Insulating the foundations and insulating the roof of your home will help it withstand extremes of cold or heat while maintaining a comfortable indoor temperature, thereby avoiding exorbitant energy bills. Without adequate insulation, your home risks losing a substantial amount of its heat as follows:

  • 17% through the above-ground walls;
  • 15% through the underground walls and the foundation footings;
  • 11% through the roof.

Poor insulation is also responsible for cold floors and walls, condensation at the wall base and the proliferation of mold. Insulating your home can make a big difference.

Procedures & Materials
There are various types of insulating materials: rigid foam panels, fibreglass batts, loose cellulose fibre, injected and foam insulation. To be effective, the insulating material should:

  • uniformly fill the space to be insulated;
  • be resistant to heat transfer;
  • be long-lasting;
  • resist humidity (in certain cases).

Its thermal resistance or R factor (RSI, in the metric system) indicates an insulating material’s performance. The higher the R or RSI value, the more resistant it is to heat transfer and the better it is as insulation. Nevertheless, regardless of the material chosen, its installation must be faultless, for its thermal resistance depends on it being properly installed. When selecting an insulating material, the first consideration is what use it is destined for, rather than its thermal resistance (R) or cost. For example, certain materials are not suitable for insulating a basement but are perfect for insulating the attic.

Is your house well insulated?
Do you have plans for construction or renovation projects? Here are a few important things to consider when carrying out the work:

  • Insulating your house from the basement to the attic will not only eliminate the problems of cold floors, condensation and mold, but will also reduce your heating costs.
  • Pay special attention to structural components during any construction or renovation project.
  • Install the insulation in continuous, seamless fashion on the surface of studs supporting the exterior walls, and the floor joists of overhanging beams.

Insulation that has been well planned and installed in your construction or renovation project will make your home more comfortable and reduce your energy consumption.

How should I insulate a concrete basement wall?

Insulating from the inside

Insulating or adding to the existing insulation of a foundation wall from the inside increases the risk of freezing. If the ground is damp and the foundations are close to the frost line, it is best to keep the foundation footings warm by leaving a space at the base of the wall that is not insulated.

Check for any cracks that might be the source of water infiltrating from the outside. The humidity caused by condensation during the summer is apparent in black stains at the base of the wall, while water infiltration from the outside is apparent in deposits of mineral salts on the wall.

The thermal resistance of a foundation wall should be between R-10 and R-15. Use water repellent insulation. The best material is styroplastic foam (Type 3 or 4), but it must be covered with a fireguard as quickly as possible. Mineral wool or fibreglass batts give good results as long as the insulation is protected with a damp-proofing membrane.

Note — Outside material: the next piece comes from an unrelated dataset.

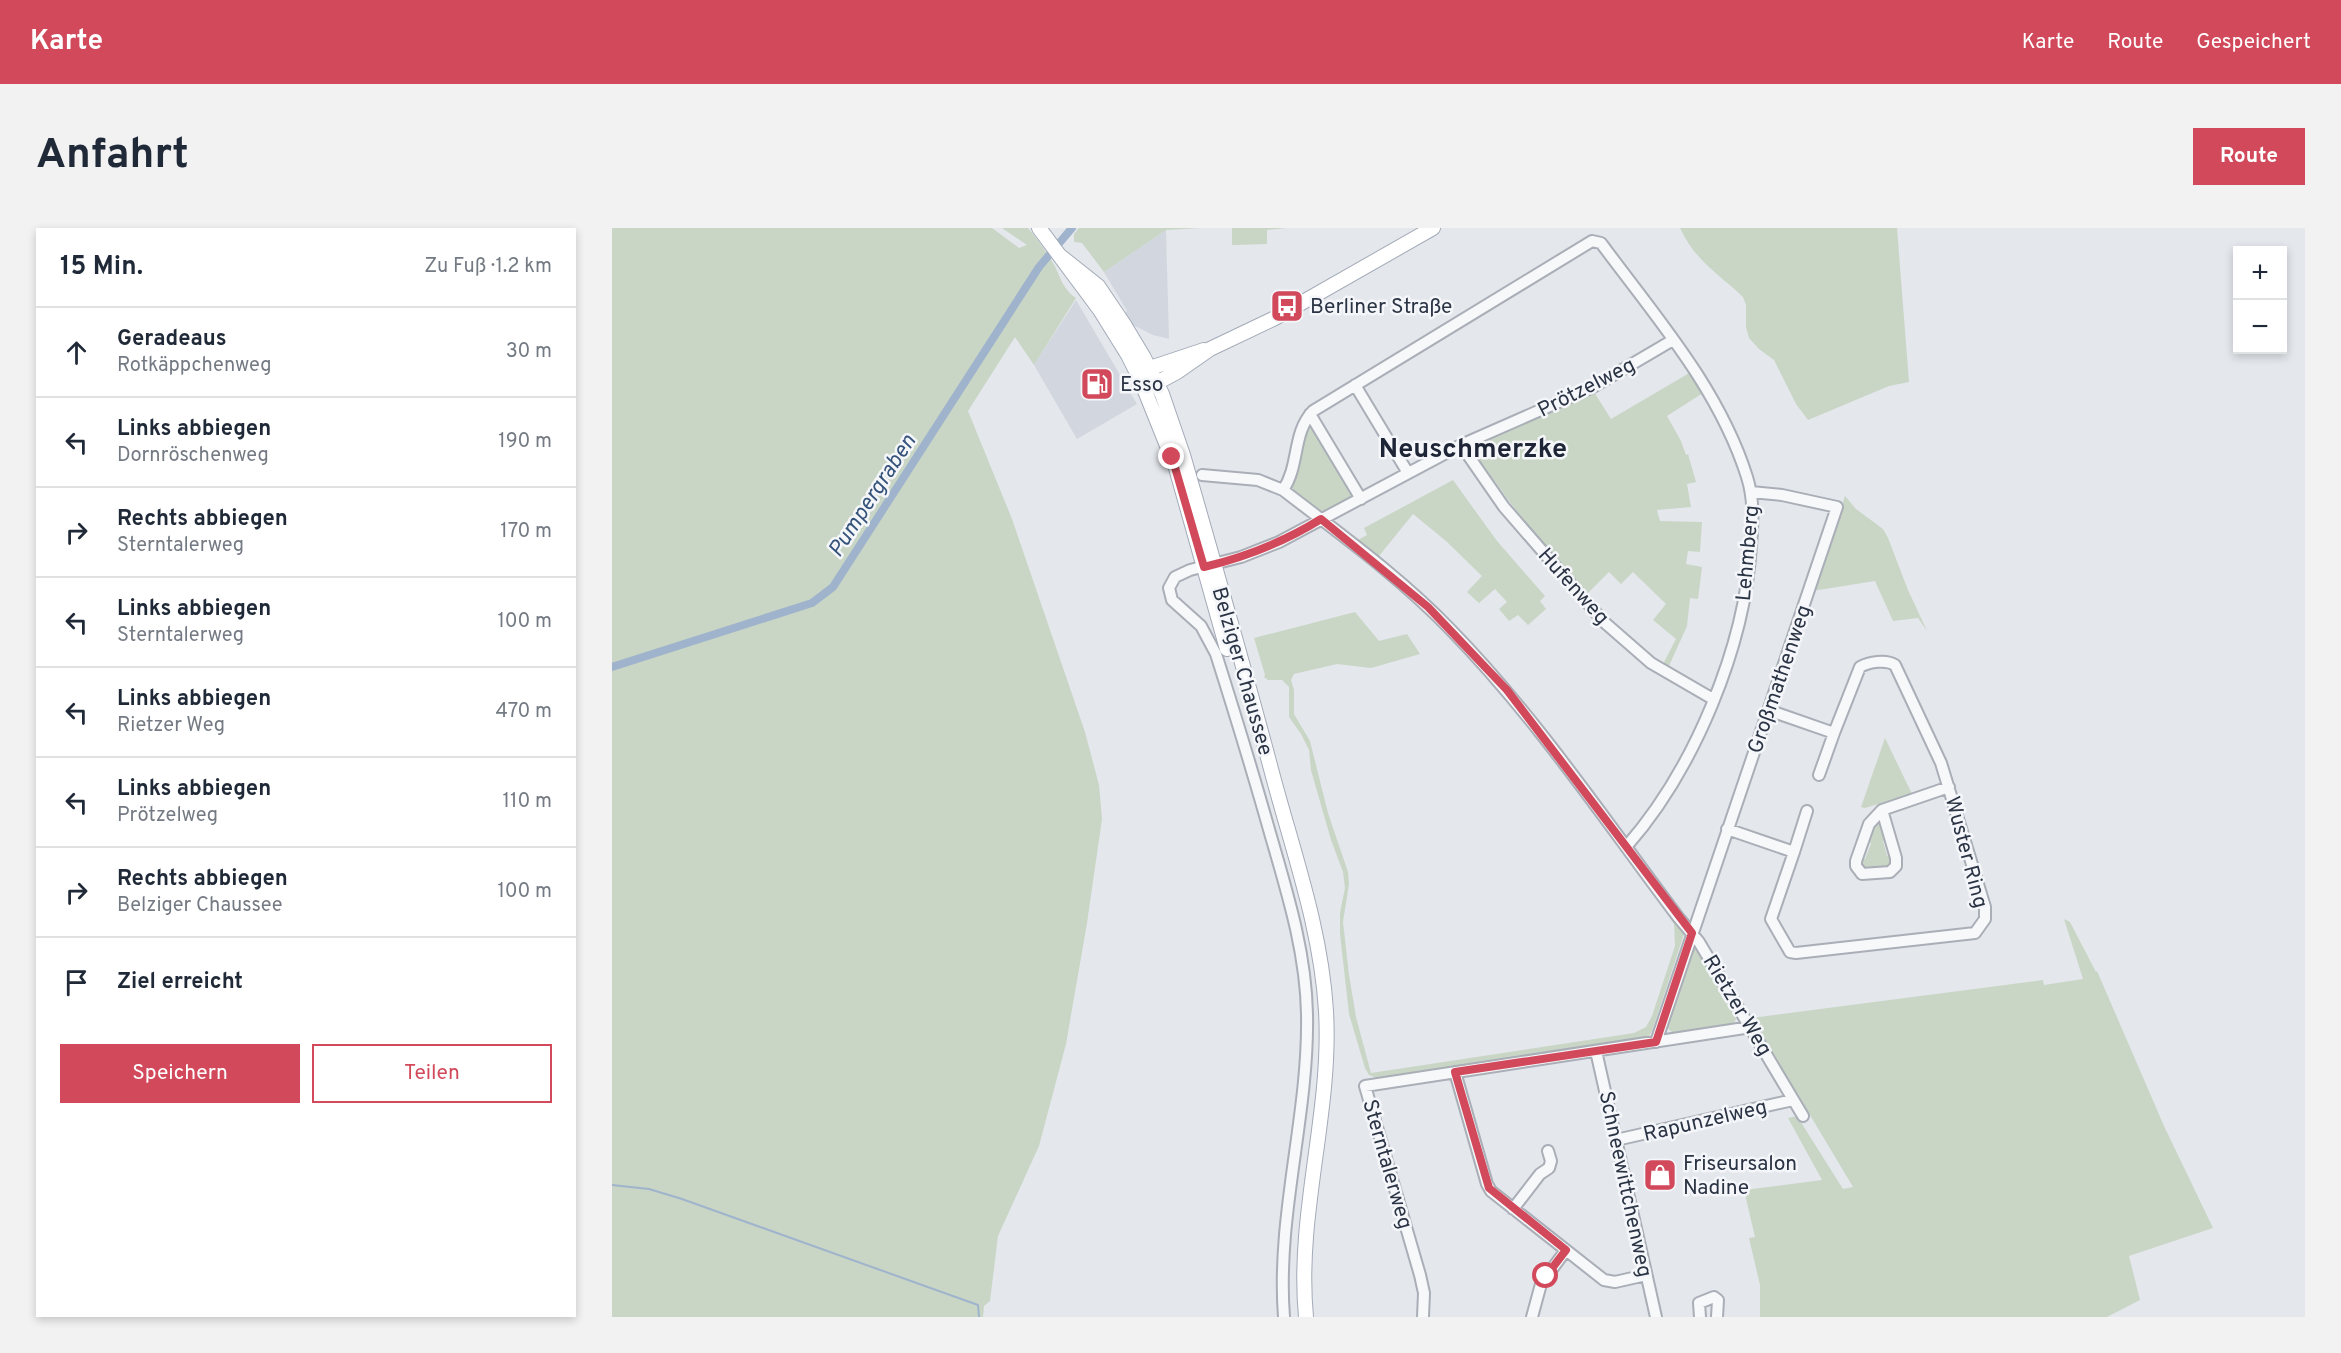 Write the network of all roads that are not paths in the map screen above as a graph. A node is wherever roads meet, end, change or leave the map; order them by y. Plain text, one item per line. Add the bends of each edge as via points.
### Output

Insulating from the outside

If the perimeter drain needs to be repaired, take advantage of the occasion to insulate the foundations from the outside. Stone and concrete block foundations must be insulated from the outside.

After excavating the foundations down to the footings, use rigid foam board insulation (Type 4) that is at least 50 mm (2 in.) thick and extend it to the full height of the wall and on top of the footing. The insulation must be protected from the rays of the sun. Use a water repellent membrane and premium granular backfill to keep the foundations dry. In terms of comfort, as long as you remove the inside insulation, the thermal mass created by the concrete is equivalent to that of an old hot water system.